We are expected to do more with fewer resources, with even less time, whilst experiencing the intensity of social isolation and having to quickly adapt to new ways of being and working. Put it this way, if I was a computer, I think my chip would have burnt out a few weeks ago!
How do we manage to keep it all together?
The easy answer is that most of us put our worries, concerns and frustrations aside. We disconnect and make compromises in order to get on and simply survive. We do all this whilst putting on a positive front – the mask that we show the rest of the world.
Theres a name for it
When we do this, it’s actually called emotional labour. It’s when we continue to physically function, perform our duties and maintain a positive persona, when inside, at best, we feel utterly disengaged and at worse, we feel like having a complete meltdown. Sound familiar?
Labour takes many forms:
Physical labour – The guy with the hard hat and shovel repairing the road is doing labour. It’s physical. It’s takes a certain fitness to work with a pick and shovel all day.
Mental labour – Someone who spends all day banging away on a keyboard is doing labour. It’s mentally taxing.
And then there is the silent assassin we call emotional labour – A parent who spends all day with young children, trying to maintain normality, care and routine. An employee who spends all day being asked to do more with less, who’s also worried about their loved ones and how and when this will all end. A manager who has to keep it all together and potentially announce redundancies, whilst not being certain about their own job security. They are all doing labour. It’s called emotional labour.
Emotional labour is the hardest work of all
It’s when we hide away our feelings of fear, uncertainty and isolation. We hide away our personal and professional issues and make ourselves appear the total opposite! When we engage in emotional labour, we basically control our feelings in a bid to both protect our loved ones whilst trying to fit in and fulfil the goals and expectations of the organisations we work for.
We say one thing and feel another and learn to outwardly disengage with the world around us. Whether we choose to admit it or not, it impacts our ability to perform at work, our relationships with others and our mental health.
The fundamentals needed to combat emotional labour during COVID-19:
One of the most effective ways to deal with the realities of emotional labour is to arm ourselves with a set of practical skills that will boost our ability to manage stress and difficult relationships, rather than hiding our emotions inside.

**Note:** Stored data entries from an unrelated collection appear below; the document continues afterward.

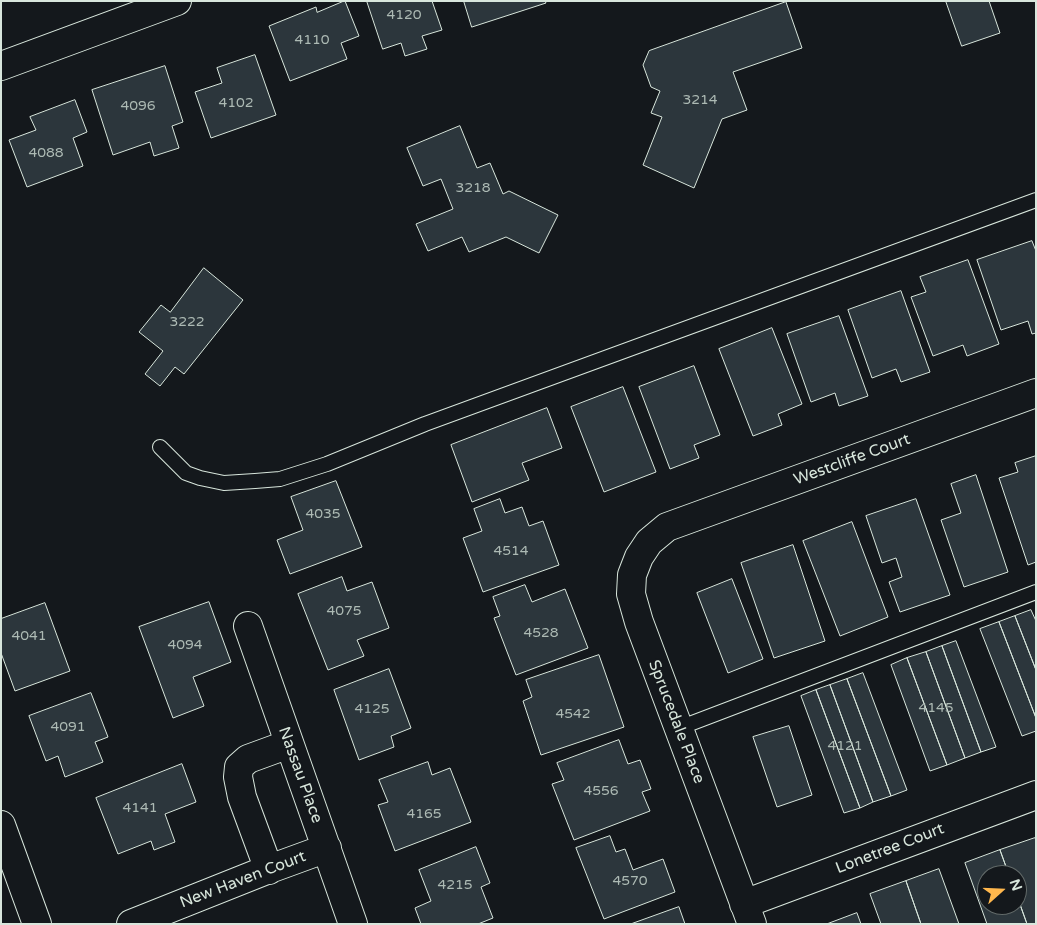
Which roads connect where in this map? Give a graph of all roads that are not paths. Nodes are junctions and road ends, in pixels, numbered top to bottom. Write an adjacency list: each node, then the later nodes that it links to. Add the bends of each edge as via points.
1 (175, 2): 2 (street)
2 (1, 66)
3 (1036, 200): 5 (lane, via 280,479 224,483 200,478 186,473)
4 (1036, 393): 6 (street, Westcliffe Court)
5 (160, 447)
6 (668, 527): 9 (street, Sprucedale Place, via 649,542 639,557 632,575 631,594)
7 (1036, 592): 9 (lane)
8 (248, 626): 10 (street, Nassau Place)
9 (679, 728): 15 (street, Sprucedale Place)
10 (289, 744): 13 (street, Nassau Place); 14 (street, via 248,759 239,767 242,797)
11 (1036, 794): 15 (street, Lonetree Court)
12 (1, 825): 16 (street)
13 (327, 848): 14 (street, New Haven Court); 18 (street, Nassau Place)
14 (269, 870): 17 (street, New Haven Court)
15 (748, 914)
16 (37, 924)
17 (131, 924)
18 (353, 924)

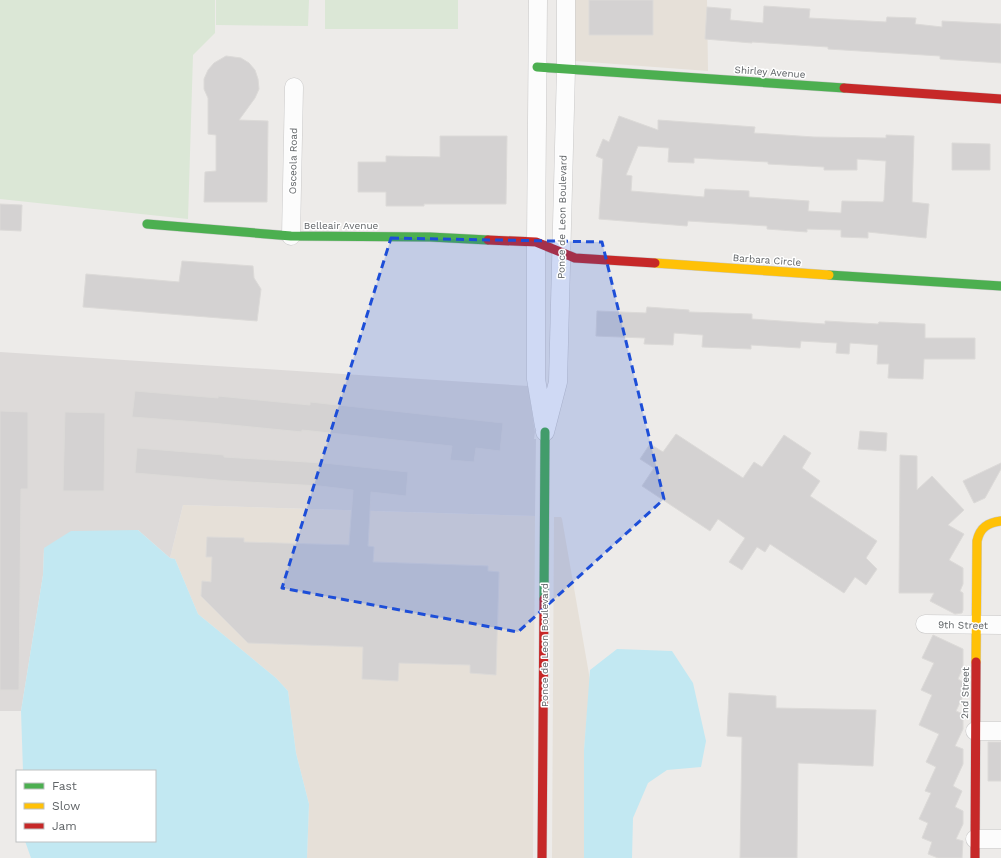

The following 4 skills have been taken from our global award-winning Resilience Advantage Programme:
Skill 1 – Whilst we are outwardly trying to keep it all together, inside it’s easy to buckle under the pressure and loose ourselves to catastrophic thinking about the worst-case scenario:
- Ask yourself:
- What is the worst thing that can happen?
- The best thing?
- The most likely?
Now plan for the most likely scenario. Access COVID-19 information and advice only from trusted sources and limit exposure to social media where facts can become both blurred and exaggerated.
Skill 2 – It’s understandable to feel a lack of control during these extraordinary times and it’s simply not possible to influence and control everything. The 3C’s skill will reduce emotional labour by enabling you to put your energy into proactive and practical action:
- Begin by listing all the things you are currently concerned about.
- Now identify those ‘concerns’ that you feel you can influence or control.
- Now focus ONLY on putting your energy into the things you have identified as being able to proactively influence or control. Take action!
- Example 1: a concern might be the worldwide spread of COVID-19. We can’t influence it globally but what we can do is influence it individually through social distancing/self-isolation. A proactive stance might be to research on-line delivery outlets for foodstuff and making an inventory of food as and when orders need to be made.
- Example 2: you might have concerns that your boss isn’t being as supportive as possible. A way to proactively influence it might be to tell them how you are being affected and what you need.
Skill 3 – Acts of emotional labour tip our minds into unhelpful patterns of thinking that fuel our stress levels and poor relationships with the people around us. Take time to tune into what you are telling yourself in your head when you feel intense emotions that inevitably drive emotional labour:
- Watch for times when you find yourself ‘jumping to conclusions.’This could be in response to conversations at work, a COVID-19 related bulletin or an argument with a family member. Ask yourself: what evidence do I have to support my thinking?
Skill 4 – Biologically, our brains are wired for the negative and all this exposure to the COVID-19 coverage means it can be even more difficult to focus on the good things that we are grateful for. Spend some time once a day, reflecting on the positive things or experiences that you are grateful for:
- List 3 good things and then think of ways in which you can experience more of them.
- It’s also a great way to start any team meeting off by encouraging people to ‘grab the good’ on achievements and the things people are doing well.
If we really want to make sure we continue to thrive in today’s ever changing and ever demanding world we need to perceive an element of control. COCID-19 highlights the need to make room for emotions in the workplace because the sad reality is that they’ve slowly and silently come back to bite us on the behind!